Supplied records
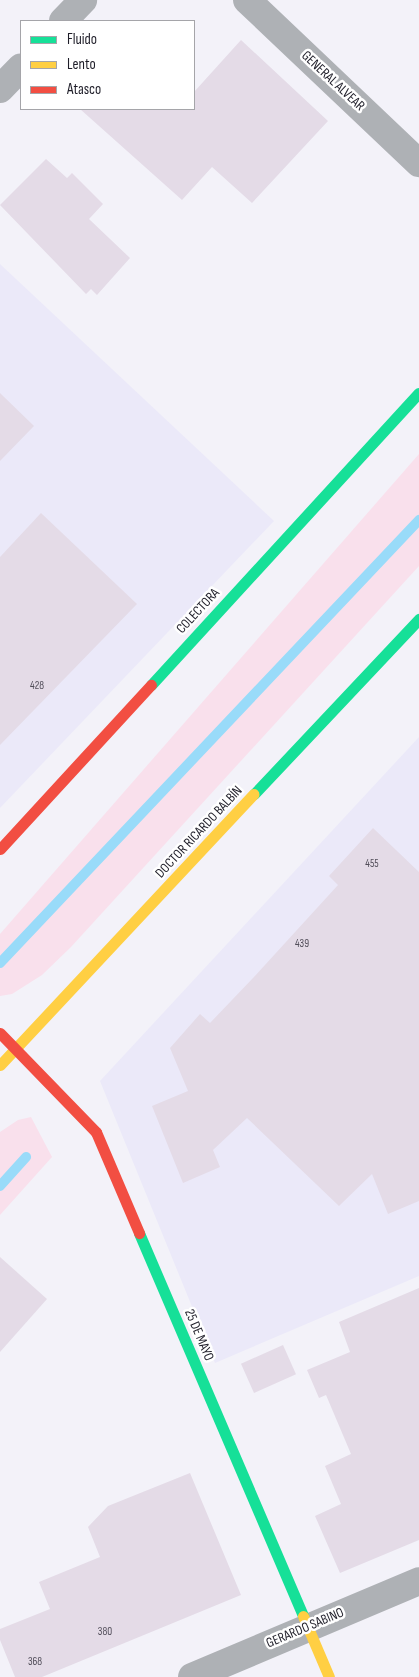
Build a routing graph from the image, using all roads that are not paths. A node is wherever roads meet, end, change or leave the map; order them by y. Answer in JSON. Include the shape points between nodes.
{"nodes":[{"id":1,"x":83,"y":0,"type":"edge"},
{"id":2,"x":247,"y":0,"type":"edge"},
{"id":3,"x":64,"y":20,"type":"edge"},
{"id":4,"x":20,"y":67,"type":"edge"},
{"id":5,"x":0,"y":90,"type":"edge"},
{"id":6,"x":419,"y":163,"type":"edge"},
{"id":7,"x":419,"y":393,"type":"edge"},
{"id":8,"x":419,"y":619,"type":"edge"},
{"id":9,"x":0,"y":849,"type":"edge"},
{"id":10,"x":0,"y":1033,"type":"edge"},
{"id":11,"x":16,"y":1048,"type":"junction"},
{"id":12,"x":0,"y":1065,"type":"edge"},
{"id":13,"x":419,"y":1581,"type":"edge"},
{"id":14,"x":308,"y":1627,"type":"junction"},
{"id":15,"x":192,"y":1677,"type":"edge"},
{"id":16,"x":330,"y":1677,"type":"edge"}],
"edges":[{"from":1,"to":3,"type":"street"},
{"from":2,"to":6,"type":"street","name":"GENERAL ALVEAR"},
{"from":4,"to":5,"type":"street"},
{"from":7,"to":9,"type":"street","name":"COLECTORA"},
{"from":8,"to":11,"type":"street","name":"DOCTOR RICARDO BALBÍN"},
{"from":10,"to":11,"type":"street","name":"25 DE MAYO"},
{"from":11,"to":12,"type":"street","name":"DOCTOR RICARDO BALBÍN"},
{"from":11,"to":14,"type":"street","name":"25 DE MAYO","via":[[96,1132]]},
{"from":13,"to":14,"type":"street","name":"GERARDO SABINO"},
{"from":14,"to":15,"type":"street","name":"GERARDO SABINO"},
{"from":14,"to":16,"type":"street","name":"25 DE MAYO"}]}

Assignment
Leaving out the images, repeat the listing above exactly.

Answer space
Build a routing graph from the image, using all roads that are not paths. A node is wherever roads meet, end, change or leave the map; order them by y. Answer in JSON. Include the shape points between nodes.
{"nodes":[{"id":1,"x":83,"y":0,"type":"edge"},
{"id":2,"x":247,"y":0,"type":"edge"},
{"id":3,"x":64,"y":20,"type":"edge"},
{"id":4,"x":20,"y":67,"type":"edge"},
{"id":5,"x":0,"y":90,"type":"edge"},
{"id":6,"x":419,"y":163,"type":"edge"},
{"id":7,"x":419,"y":393,"type":"edge"},
{"id":8,"x":419,"y":619,"type":"edge"},
{"id":9,"x":0,"y":849,"type":"edge"},
{"id":10,"x":0,"y":1033,"type":"edge"},
{"id":11,"x":16,"y":1048,"type":"junction"},
{"id":12,"x":0,"y":1065,"type":"edge"},
{"id":13,"x":419,"y":1581,"type":"edge"},
{"id":14,"x":308,"y":1627,"type":"junction"},
{"id":15,"x":192,"y":1677,"type":"edge"},
{"id":16,"x":330,"y":1677,"type":"edge"}],
"edges":[{"from":1,"to":3,"type":"street"},
{"from":2,"to":6,"type":"street","name":"GENERAL ALVEAR"},
{"from":4,"to":5,"type":"street"},
{"from":7,"to":9,"type":"street","name":"COLECTORA"},
{"from":8,"to":11,"type":"street","name":"DOCTOR RICARDO BALBÍN"},
{"from":10,"to":11,"type":"street","name":"25 DE MAYO"},
{"from":11,"to":12,"type":"street","name":"DOCTOR RICARDO BALBÍN"},
{"from":11,"to":14,"type":"street","name":"25 DE MAYO","via":[[96,1132]]},
{"from":13,"to":14,"type":"street","name":"GERARDO SABINO"},
{"from":14,"to":15,"type":"street","name":"GERARDO SABINO"},
{"from":14,"to":16,"type":"street","name":"25 DE MAYO"}]}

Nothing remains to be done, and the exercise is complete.